A Provença e os vírus

JORGE COLI
especial para a Folha, na Provença

Aix-en-Provence foi a primeira cidade fundada por Roma fora da península itálica. Criava-se a "Província" romana, que se tornou Provença, da qual Aix seria a capital. O burgo desdobrou seu território desde o final da Idade Média, durante o Renascimento e no Grande Século, construindo seus edifícios com uma pedra de tons calorosos e dourados. Cresceu aos poucos, sem surtos de riqueza ou demografia, discretamente harmônica. Labiríntica ao norte, na trama medieval, ordenada ao sul por um projeto barroco, Aix é uma cidade rara, onde não se tem a sensação de ruptura entre os espaços privados e as ruas ou praças. Ela abriga, tranquiliza, facilita o convívio. O "Cours Mirabeau", passeio criado em 1650, espécie de grande salão urbano, alongado, coberto pela abóbada dos plátanos gigantescos e pontuado por fontes, forma seu eixo. Este equilíbrio delicado vem sendo corroído, nas últimas décadas, por dois vírus terríveis: os arquitetos restauradores, que são, como em qualquer parte do mundo, desprovidos de todo sentido de história; e a especulação imobiliária, universalmente predadora e desprovida de todo escrúpulo. A cidade tem sido desfigurada. Agora, uma pequena mostra, em Aix, apresenta três ignóbeis projetos para "redesenhar o perfil do Cours Mirabeau", visando a transformações radicais. Resta saber até quando o encanto mágico de Aix-en-Provence vai continuar operando.

SOBREVIVÊNCIA - Desde o século 19 até a Segunda Guerra Mundial, a Provença parou no tempo. Seu velho fundo de civilização mediterrânea pôde sedimentar-se longamente, sob a luz mais pura e céu límpido. Os falsos e tenebrosos esforços de "modernização" e "desenvolvimento" não conseguiram destruir por completo esta mescla de paisagem cristalina e cultura solar. O verão na Provença é, ainda, aquilo que mais se assemelha ao paraíso terrestre.

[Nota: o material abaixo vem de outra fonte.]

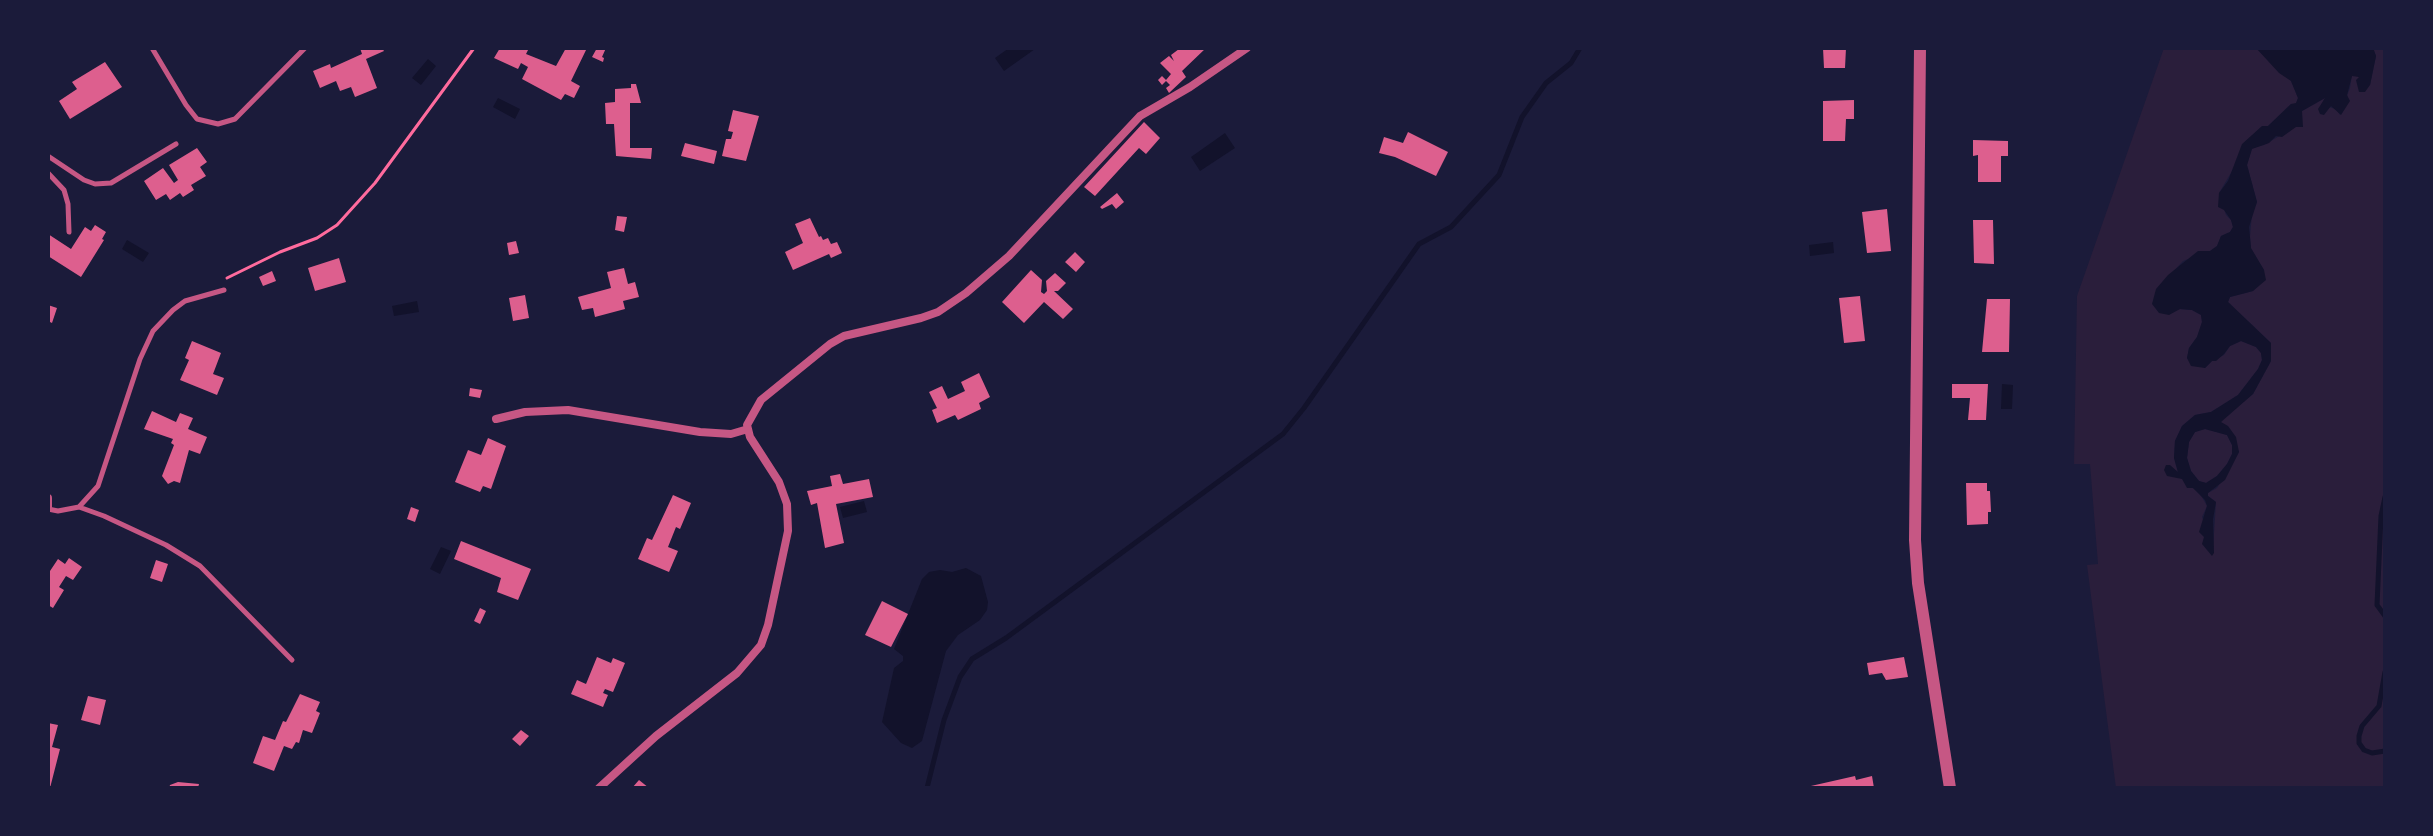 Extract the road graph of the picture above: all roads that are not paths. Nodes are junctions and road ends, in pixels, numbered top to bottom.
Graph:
1 (152, 48) edge
2 (305, 48) edge
3 (1247, 48) edge
4 (1920, 48) edge
5 (176, 144) dead end
6 (48, 156) edge
7 (48, 173) edge
8 (69, 232) dead end
9 (224, 290) dead end
10 (496, 419) dead end
11 (748, 429) junction
12 (48, 498) edge
13 (79, 507) junction
14 (48, 508) edge
15 (292, 660) dead end
16 (599, 788) edge
17 (1950, 788) edge

1 - 2 lane
3 - 11 street
4 - 17 street
5 - 6 lane
7 - 8 lane
9 - 13 lane
10 - 11 street
11 - 16 street
12 - 14 street
13 - 14 lane
13 - 15 lane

PASTIS - Ao pé da montanha de Santa Vitória, enorme calcário branco com sombras azuis, incessantemente pintado por Cézanne, existe um restaurante chamado Thomé. Em 1906, ele recebia a visita de Eduardo 7º da Inglaterra, conduzido em automóvel por um certo senhor Gras, como explicita uma placa selada na parede, deixando dúvidas sobre a importância maior, do monarca ou do veículo. As mesas ficam dispostas no jardim, sob castanheiros. Não há luxo, nem ostentação: o jantar delicioso custa menos de US$ 30. Há cordialidade e o canto das cigarras. Nestes nossos tempos devastados, Thomé é um minúsculo e aristocrático oásis.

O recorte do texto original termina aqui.